Systemic prime mucosal boost significantly increases protective efficacy of bivalent RSV influenza viral vectored vaccine.
Bissett C., Belij-Rammerstorfer S., Ulaszewska M., Smith H., Kailath R., Morris S., Powers C., Sebastian S., Sharpe HR., Allen ER., Wang Z., Cunliffe RF., Sallah HJ., Spencer AJ., Gilbert S., Tregoning JS., Lambe T.

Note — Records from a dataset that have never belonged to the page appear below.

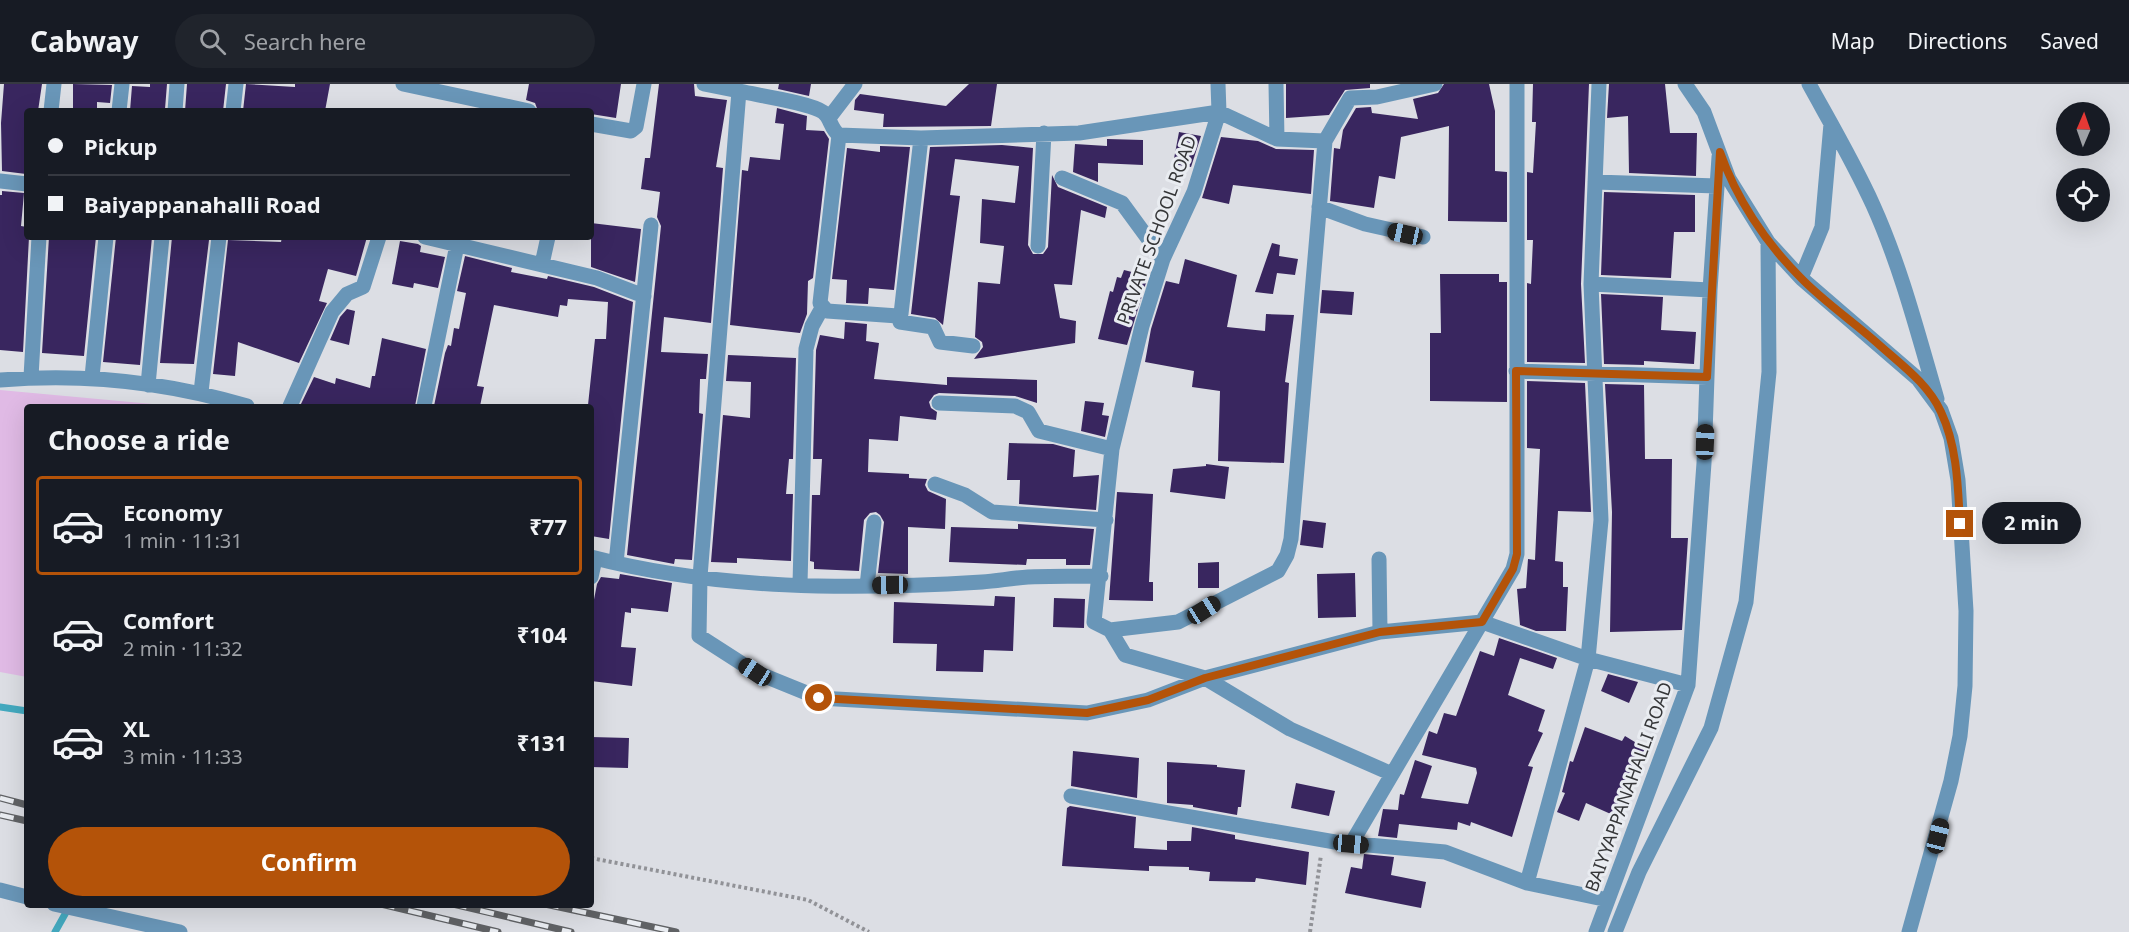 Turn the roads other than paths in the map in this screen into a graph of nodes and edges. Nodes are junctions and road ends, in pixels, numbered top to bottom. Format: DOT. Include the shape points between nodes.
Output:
graph roads {
  1 [pos="54,84"];
  2 [pos="122,84"];
  3 [pos="177,84"];
  4 [pos="236,84"];
  5 [pos="403,84"];
  6 [pos="645,84"];
  7 [pos="704,84"];
  8 [pos="855,84"];
  9 [pos="1218,84"];
  10 [pos="1276,84"];
  11 [pos="1435,84"];
  12 [pos="1517,84"];
  13 [pos="1599,84"];
  14 [pos="1685,84"];
  15 [pos="1809,84"];
  16 [pos="739,91"];
  17 [pos="1376,91"];
  18 [pos="51,108"];
  19 [pos="119,108"];
  20 [pos="175,108"];
  21 [pos="233,108"];
  22 [pos="515,108"];
  23 [pos="1218,112"];
  24 [pos="829,118"];
  25 [pos="1831,124"];
  26 [pos="594,125"];
  27 [pos="1044,133"];
  28 [pos="838,135"];
  29 [pos="921,138"];
  30 [pos="1278,139"];
  31 [pos="1325,141"];
  32 [pos="1720,152"];
  33 [pos="1062,178"];
  34 [pos="0,181"];
  35 [pos="1595,182"];
  36 [pos="24,184"];
  37 [pos="1717,186"];
  38 [pos="1320,207"];
  39 [pos="651,225"];
  40 [pos="1424,237"];
  41 [pos="39,240"];
  42 [pos="106,240"];
  43 [pos="162,240"];
  44 [pos="219,240"];
  45 [pos="378,240"];
  46 [pos="438,240"];
  47 [pos="547,240"];
  48 [pos="1768,242"];
  49 [pos="457,245"];
  50 [pos="1038,246"];
  51 [pos="1163,259"];
  52 [pos="542,264"];
  53 [pos="1800,278"];
  54 [pos="1591,284"];
  55 [pos="1710,290"];
  56 [pos="644,296"];
  57 [pos="822,308"];
  58 [pos="898,316"];
  59 [pos="973,346"];
  60 [pos="1516,371"];
  61 [pos="1594,374"];
  62 [pos="31,377"];
  63 [pos="92,377"];
  64 [pos="1707,377"];
  65 [pos="0,380"];
  66 [pos="148,385"];
  67 [pos="201,392"];
  68 [pos="240,404"];
  69 [pos="291,404"];
  70 [pos="424,404"];
  71 [pos="939,404"];
  72 [pos="1941,410"];
  73 [pos="1112,449"];
  74 [pos="934,484"];
  75 [pos="1106,520"];
  76 [pos="874,522"];
  77 [pos="594,558"];
  78 [pos="1379,559"];
  79 [pos="616,562"];
  80 [pos="1101,576"];
  81 [pos="700,577"];
  82 [pos="800,584"];
  83 [pos="867,586"];
  84 [pos="1482,622"];
  85 [pos="1110,630"];
  86 [pos="1380,632"];
  87 [pos="1588,659"];
  88 [pos="1205,678"];
  89 [pos="1688,685"];
  90 [pos="1392,774"];
  91 [pos="1071,796"];
  92 [pos="1351,844"];
  93 [pos="1527,883"];
  94 [pos="0,890"];
  95 [pos="24,896"];
  96 [pos="1608,900"];
  97 [pos="70,908"];
  98 [pos="180,932"];
  99 [pos="1596,932"];
  100 [pos="1615,932"];
  101 [pos="1910,932"];
  1 -- 18 [label="street"];
  2 -- 19 [label="street"];
  3 -- 20 [label="street"];
  4 -- 21 [label="street"];
  5 -- 22 [label="street"];
  6 -- 26 [label="street" via="636,127 631,131"];
  7 -- 16 [label="street"];
  8 -- 24 [label="street"];
  9 -- 23 [label="street, PRIVATE SCHOOL ROAD"];
  10 -- 30 [label="street"];
  11 -- 17 [label="street"];
  12 -- 60 [label="street"];
  13 -- 35 [label="street"];
  14 -- 32 [label="street" via="1704,112"];
  15 -- 25 [label="street"];
  16 -- 24 [label="street" via="818,109"];
  16 -- 81 [label="street"];
  17 -- 31 [label="street" via="1350,98"];
  23 -- 27 [label="street" via="1078,133"];
  23 -- 30 [label="street"];
  23 -- 51 [label="street, PRIVATE SCHOOL ROAD" via="1194,192"];
  24 -- 28 [label="street"];
  25 -- 53 [label="street" via="1822,227"];
  25 -- 72 [label="street" via="1854,164 1889,244"];
  27 -- 29 [label="street"];
  27 -- 50 [label="street"];
  28 -- 29 [label="street"];
  28 -- 57 [label="street"];
  29 -- 58 [label="street"];
  30 -- 31 [label="street"];
  31 -- 38 [label="street"];
  32 -- 37 [label="street, BAIYYAPPANAHALLI ROAD"];
  32 -- 48 [label="street" via="1729,179"];
  33 -- 51 [label="street" via="1122,203"];
  34 -- 36 [label="street"];
  35 -- 37 [label="street"];
  35 -- 54 [label="street"];
  37 -- 55 [label="street, BAIYYAPPANAHALLI ROAD"];
  38 -- 40 [label="street" via="1365,224"];
  38 -- 85 [label="street" via="1287,555 1278,571 1178,622"];
  39 -- 56 [label="street"];
  41 -- 62 [label="street"];
  42 -- 63 [label="street"];
  43 -- 66 [label="street"];
  44 -- 67 [label="street"];
  45 -- 69 [label="street" via="363,287 347,294 332,312"];
  46 -- 49 [label="street"];
  47 -- 52 [label="street"];
  48 -- 53 [label="street"];
  48 -- 100 [label="street" via="1769,372 1746,602 1711,728 1639,872"];
  49 -- 52 [label="street"];
  49 -- 70 [label="street"];
  51 -- 73 [label="street, PRIVATE SCHOOL ROAD"];
  52 -- 56 [label="street" via="597,278"];
  53 -- 72 [label="street" via="1917,379"];
  54 -- 55 [label="street"];
  54 -- 61 [label="street"];
  55 -- 64 [label="street, BAIYYAPPANAHALLI ROAD"];
  56 -- 79 [label="street"];
  57 -- 58 [label="street"];
  57 -- 82 [label="street" via="806,349"];
  58 -- 59 [label="street" via="903,324 933,327 944,344"];
  60 -- 61 [label="street"];
  60 -- 84 [label="street" via="1517,554 1513,569"];
  61 -- 64 [label="street"];
  61 -- 87 [label="street" via="1601,520"];
  62 -- 63 [label="street"];
  62 -- 65 [label="street"];
  63 -- 66 [label="street"];
  64 -- 89 [label="street, BAIYYAPPANAHALLI ROAD"];
  66 -- 67 [label="street"];
  67 -- 68 [label="street"];
  71 -- 73 [label="street" via="1016,406 1028,412 1039,431"];
  72 -- 101 [label="street" via="1951,438 1958,480 1967,651 1958,747"];
  73 -- 75 [label="street, PRIVATE SCHOOL ROAD"];
  74 -- 75 [label="street" via="965,495 992,512"];
  75 -- 80 [label="street, PRIVATE SCHOOL ROAD"];
  76 -- 83 [label="street"];
  77 -- 79 [label="street"];
  78 -- 86 [label="street"];
  79 -- 81 [label="street"];
  80 -- 83 [label="street"];
  80 -- 85 [label="street, PRIVATE SCHOOL ROAD" via="1094,622"];
  81 -- 82 [label="street"];
  81 -- 88 [label="street" via="699,636 755,672 819,698 1087,713 1148,700"];
  82 -- 83 [label="street"];
  84 -- 86 [label="street"];
  84 -- 87 [label="street"];
  84 -- 90 [label="street"];
  85 -- 88 [label="street" via="1125,655"];
  86 -- 88 [label="street"];
  87 -- 89 [label="street"];
  87 -- 93 [label="street"];
  88 -- 90 [label="street" via="1290,729"];
  89 -- 96 [label="street, BAIYYAPPANAHALLI ROAD"];
  90 -- 92 [label="street"];
  91 -- 92 [label="street"];
  92 -- 93 [label="street" via="1445,852"];
  93 -- 96 [label="street"];
  94 -- 95 [label="street"];
  96 -- 99 [label="street, BAIYYAPPANAHALLI ROAD"];
  97 -- 98 [label="street"];
} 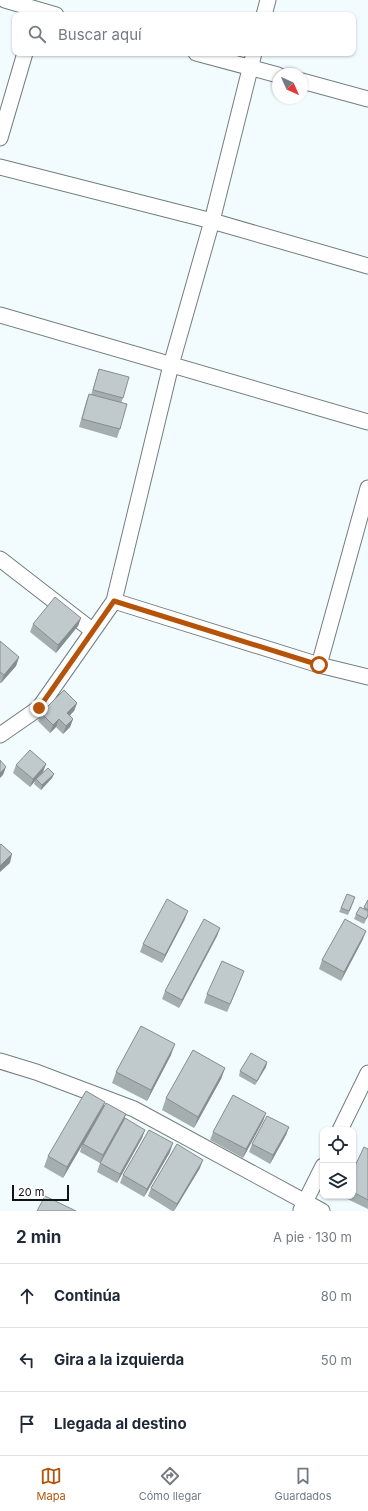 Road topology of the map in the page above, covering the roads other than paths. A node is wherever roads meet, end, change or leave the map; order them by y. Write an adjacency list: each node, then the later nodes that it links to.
1 (5, 0): 3 (street)
2 (268, 0): 4 (street)
3 (35, 12)
4 (265, 12)
5 (24, 56): 12 (street)
6 (207, 56): 8 (street)
7 (253, 56): 8 (street)
8 (250, 68): 9 (street); 14 (street)
9 (272, 74)
10 (308, 83): 11 (street)
11 (368, 99)
12 (0, 138)
13 (0, 168): 14 (street)
14 (212, 221): 15 (street); 17 (street)
15 (368, 266)
16 (0, 315): 17 (street)
17 (171, 365): 18 (street); 21 (street)
18 (368, 422)
19 (368, 488): 23 (street)
20 (0, 559): 22 (street)
21 (114, 601): 22 (street); 23 (street)
22 (93, 631): 25 (street)
23 (319, 665): 24 (street)
24 (368, 677)
25 (0, 735)
26 (0, 1061): 30 (street)
27 (368, 1073): 28 (street)
28 (341, 1127)
29 (320, 1172): 30 (street)
30 (303, 1207): 31 (street)
31 (322, 1211)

Although licensed vaccines against influenza virus have been successful in reducing pathogen-mediated disease, they have been less effective at preventing viral infection of the airways and current seasonal updates to influenza vaccines do not always successfully accommodate viral drift. Most licensed influenza and recently licensed RSV vaccines are administered via the intramuscular route. Alternative immunisation strategies, such as intranasal vaccinations, and "prime-pull" regimens, may deliver a more sterilising form of protection against respiratory viruses. A bivalent ChAdOx1-based vaccine (ChAdOx1-NP + M1-RSVF) encoding conserved nucleoprotein and matrix 1 proteins from influenza A virus and a modified pre-fusion stabilised RSV A F protein, was designed, developed and tested in preclinical animal models. The aim was to induce broad, cross-protective tissue-resident T cells against heterotypic influenza viruses and neutralising antibodies against RSV in the respiratory mucosa and systemically. When administered via an intramuscular prime-intranasal boost (IM-IN) regimen in mice, superior protection was generated against challenge with either RSV A, Influenza A H3N2 or H1N1. These results support further clinical development of a pan influenza & RSV vaccine administered in a prime-pull regimen.